Após desmaiar no enterro, a mãe de Eduardo é socorrida no cemitério - Luiz Ackermann
Após desmaiar no enterro, a mãe de Eduardo é socorrida no cemitérioLuiz Ackermann
Por GUSTAVO RIBEIRO

Rio - Parentes de Eduardo Henrique de Oliveira, de 10 anos, velaram nesta terça-feira o corpo do menino, morto a tiros na Rua Lopo Diniz, próximo ao Morro do Juramento, na Zona Norte do Rio, na segunda-feira. A dor e a tristeza de enterrar uma criança se somaram à indignação da perda precoce. A mãe da vítima, Ana Paula Carvalho de Oliveira, de 35 anos, desmaiou durante o cortejo, que aconteceu no Cemitério de Inhaúma. Ela foi socorrida por familiares e funcionários do cemitério.

Eduardo tinha saído de sua casa, na rua Lopo Diniz, para comprar sacolé com um amigo quando foi atingido por um tiro no abdômen na rua Cambuci do Vale. Ele chegou a ser socorrido no Hospital Getúlio Vargas, na Penha, mas não resistiu.

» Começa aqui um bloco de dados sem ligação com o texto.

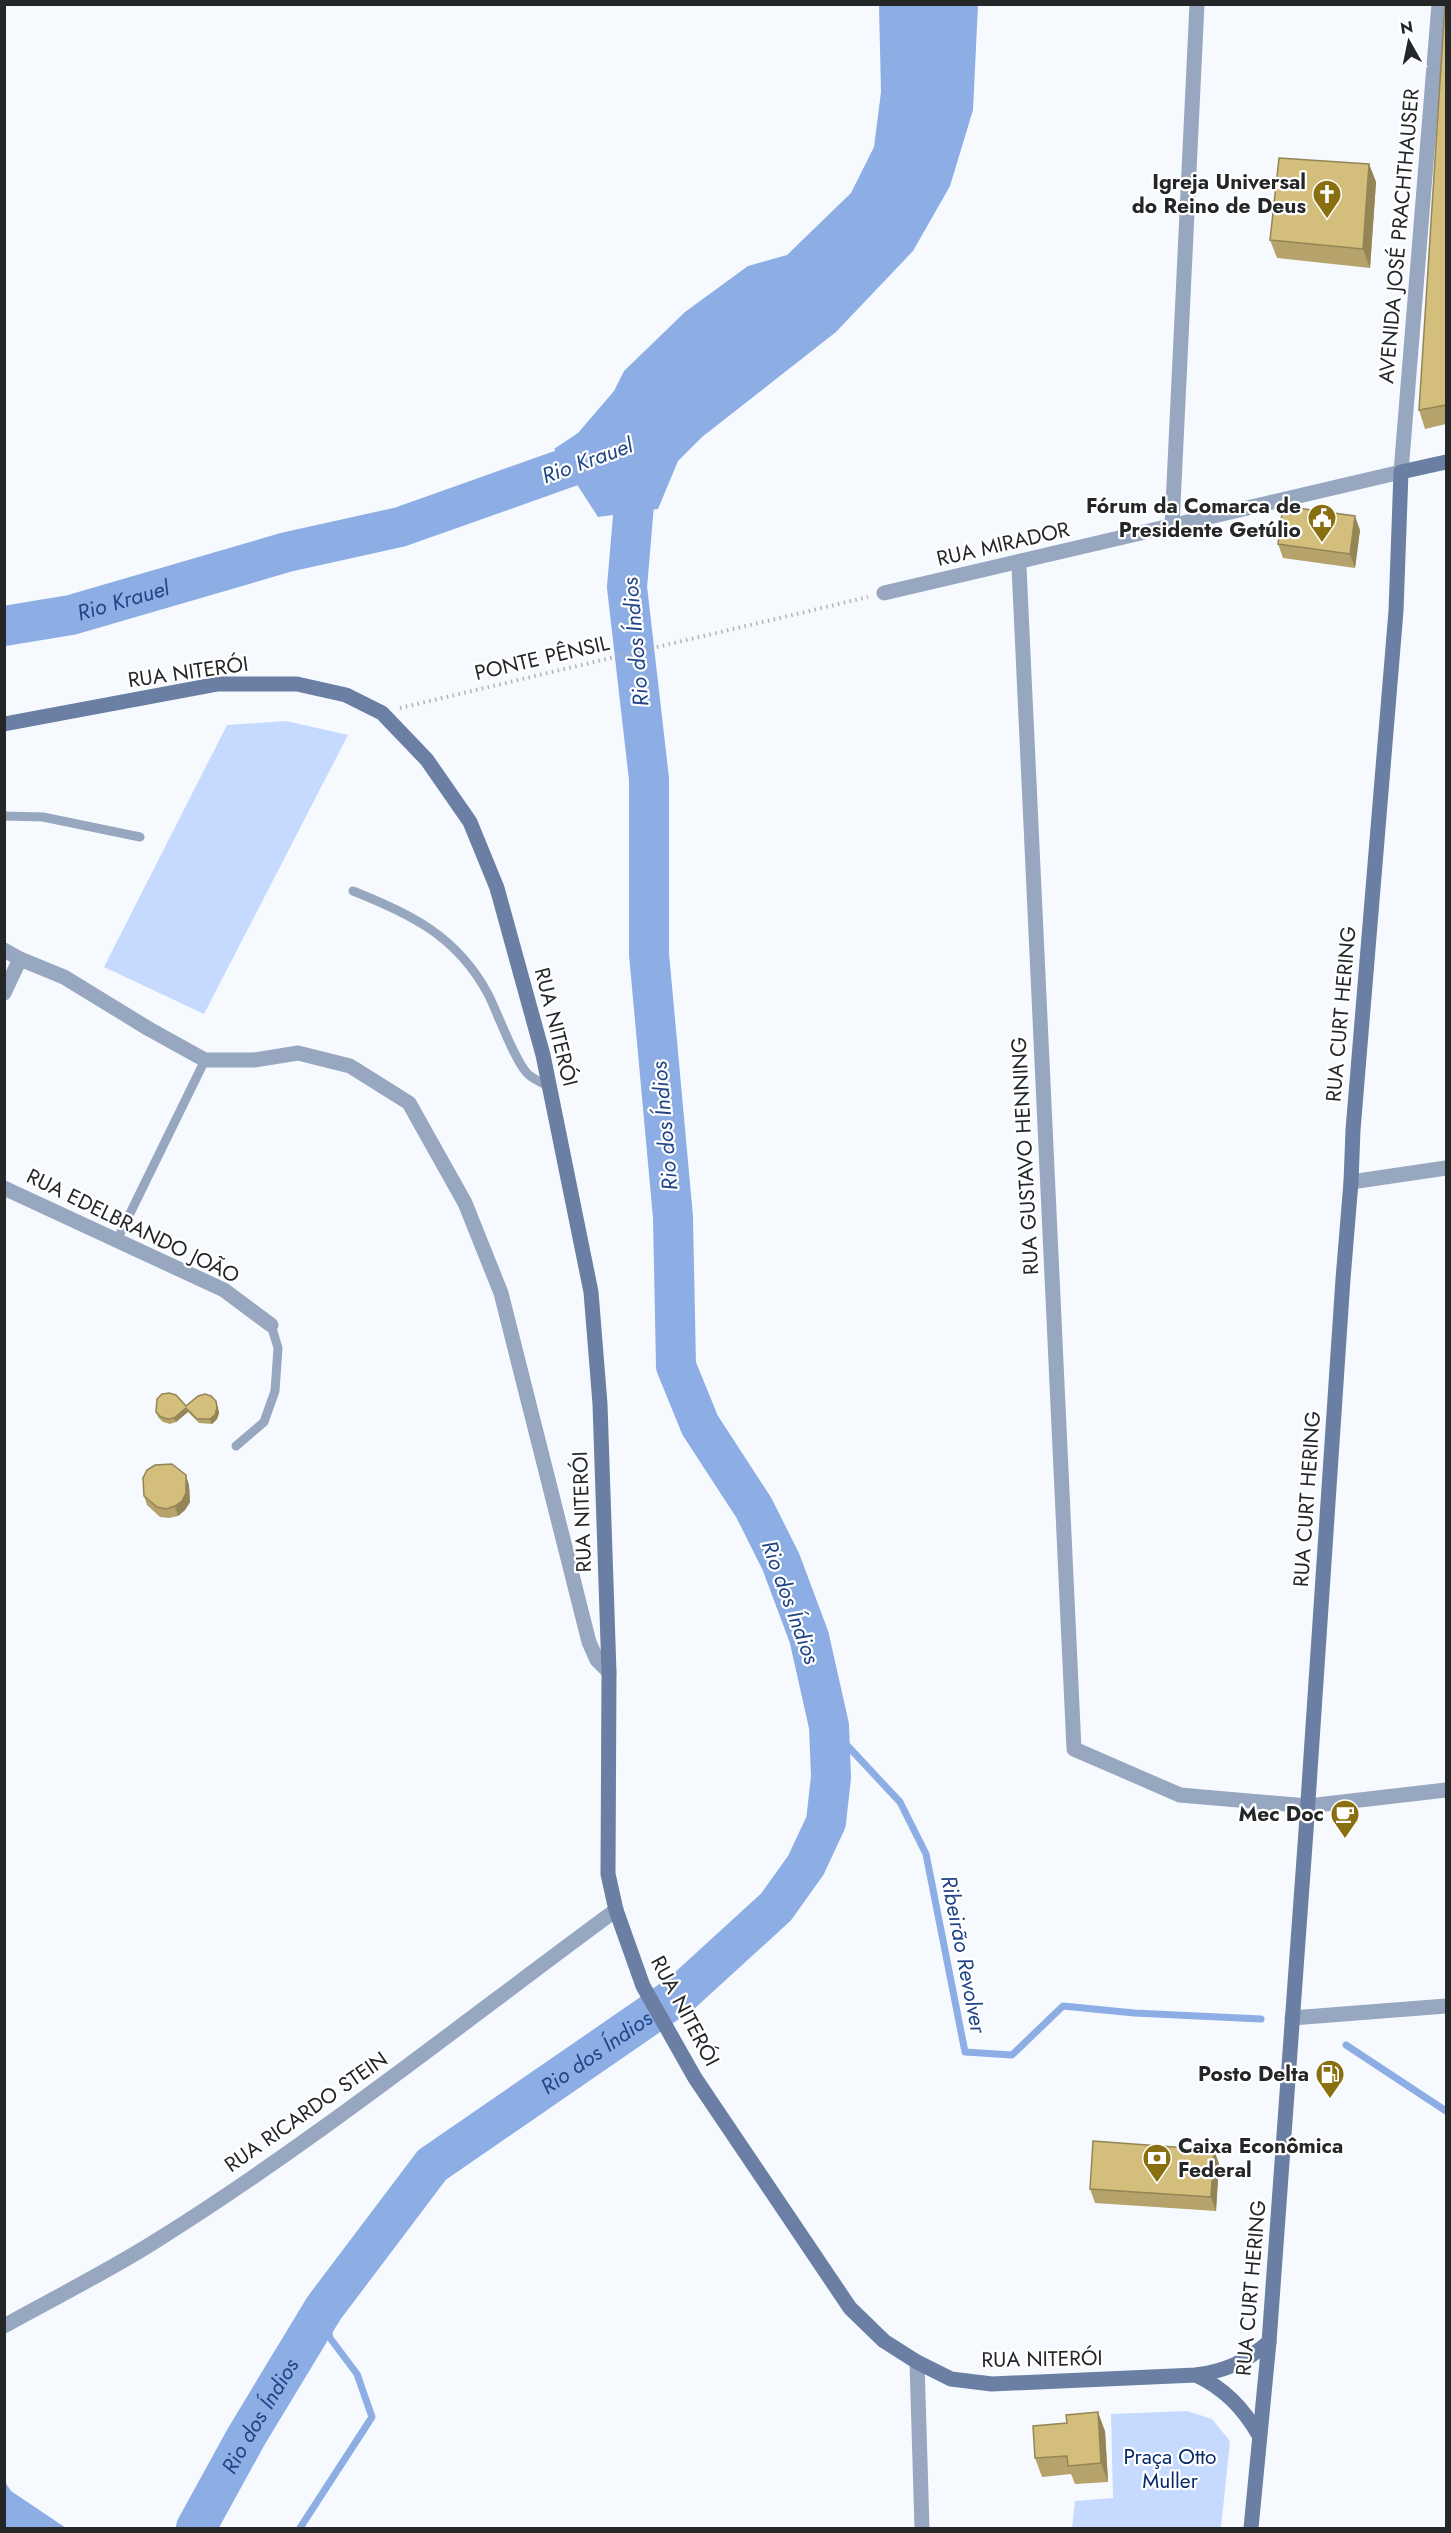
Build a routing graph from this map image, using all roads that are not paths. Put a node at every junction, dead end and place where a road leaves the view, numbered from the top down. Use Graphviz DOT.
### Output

Testemunhas contaram que ouviram cerca de nove tiros disparados por dois homens em uma moto. A mãe esperava o retorno de Eduardo no portão de casa, mas não viu o momento da morte do filho. Segundo moradores, os homens que fizeram os disparos e mataram o menino são de uma facção criminosa rival à que domina o Juramento.

O menino tinha acabado de passar para o 5º ano e tinha o sonho de ser bombeiro. "Meu filho era estudioso. Não ficava na rua. Um minuto que meu filho foi comprar um sacolé, que ele me pediu, eu deixei. Meu filho não voltou e o coleguinha voltou. Isso é certo? Não é certo. Isso é errado", disse Ana Paula, muito abalada. "É uma ferida que não vai fechar mais, vai ficar aberta para o resto da vida", completou.

A mãe de Eduardo, que tem outros três filhos, de 20, 14 e 4 anos, disse que até agora nenhuma autoridade procurou a família e cobra uma investigação séria da polícia. "Só que não pode ficar por isso. Tem que ter justiça".

Colegas de turma do menino, que estudava na Escola Municipal Mato Grosso, em Irajá, foram se despedir de Eduardo. Segundo os amigos, ele estava animado para a festa de fim de ano no colégio, que será realizada nesta quarta-feira.

A Delegacia de Homicídios (DH) investiga se traficantes de uma facção criminosa rival a dos criminosos do Juramento fizeram os disparos. O morro vive uma guerra entre as organizações há alguns meses.